Collecting the monthly subscriptions for her co-operative has always been a headache for Thelma Nare. This is because Mrs. Nare lives in Tshitshi, a remote village in Zimbabwe, about 60 kilometres away from the nearest bank.
Mrs. Nare explains that the co-operative members live far from each other in rural areas. Some find it difficult to attend meetings, so they don’t meet very often. In the past, if members could not attend, there was no way for them to make their monthly contribution. The women in the co-operative, or money club, as it is called in Zimbabwe, do not have a bank account.
Then Mrs. Nare discovered mobile phone cash transfers while on a trip to Bulawayo, some 100 kilometres from Tshitshi. She says, “When I told the other women in my money club [about mobile cash transfers], it seemed to be the answer to our problems.” Mobile phone cash transfers allow people without bank accounts to send and receive cash.
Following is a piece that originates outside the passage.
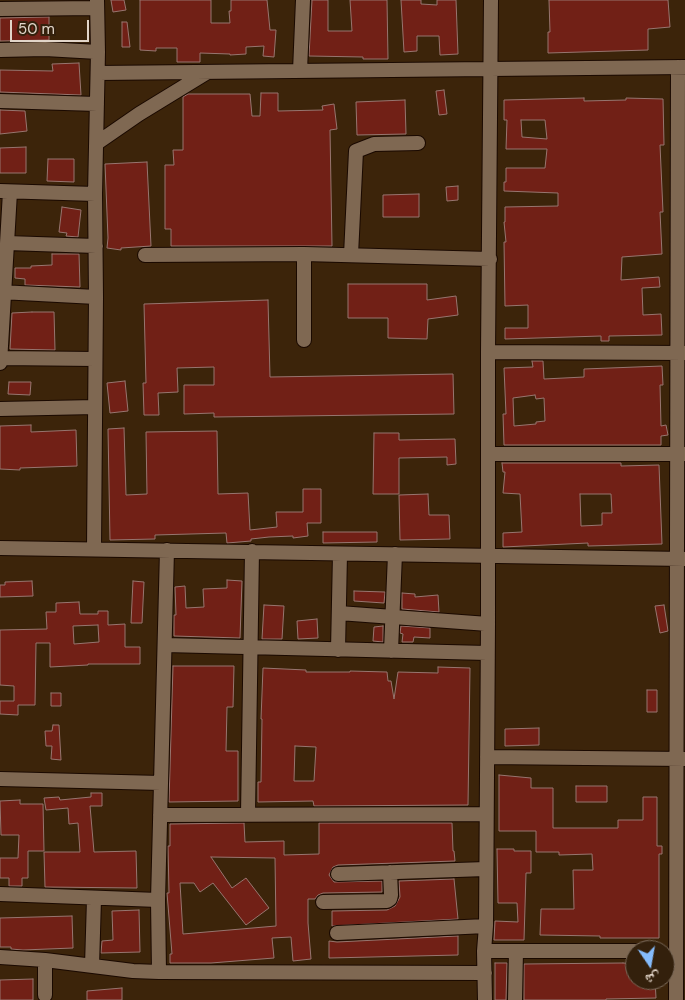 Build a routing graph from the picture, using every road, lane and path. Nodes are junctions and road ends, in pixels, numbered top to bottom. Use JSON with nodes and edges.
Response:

The system is fairly simple. A user registers for mobile phone banking with their service provider and is given an “e-wallet.” This is linked to their phone number. When users want to pay for services or transfer money, they go to an agent and pay the desired amount, which is loaded onto their e-wallet. The payment is sent to the recipient’s e-wallet. Then, the recipient can withdraw the money from an agent. There are agents across the country in supermarkets, post offices, and stores, making the service easily accessible in rural areas.
It is a convenient system for Mrs. Nare and the women in her co-operative. They can now make trips to Bulawayo to sell produce, without worrying that they will miss co-operative payments. As with many co-operatives, defaulters are not particularly valued. But these women would have not been able to cope with the country’s failing economy if it had not been for the money club.
These rural women are at the centre of efforts by mobile phone service providers to introduce mobile phone money transfers in Zimbabwe. Mobile network giant Econet Wireless has five million subscribers. It introduced the service in September. Competitors quickly followed, including NetOne and Telecel, both of which are owned by the government.
Viola Matongerere is an economist and gender and development specialist. She comments “These are services which people, especially rural women, have always wanted.” According to her, the efforts of rural women in Zimbabwe to improve their livelihoods have been held back their inability to access things that men have ready access to, like bank accounts. Services such as mobile phone money transfers will give women more financial independence.
Girlie Moyo is a member of Mrs. Nare’s co-operative. She says “The fact that we can organise ourselves as women in our co-operative through our phones is what matters.”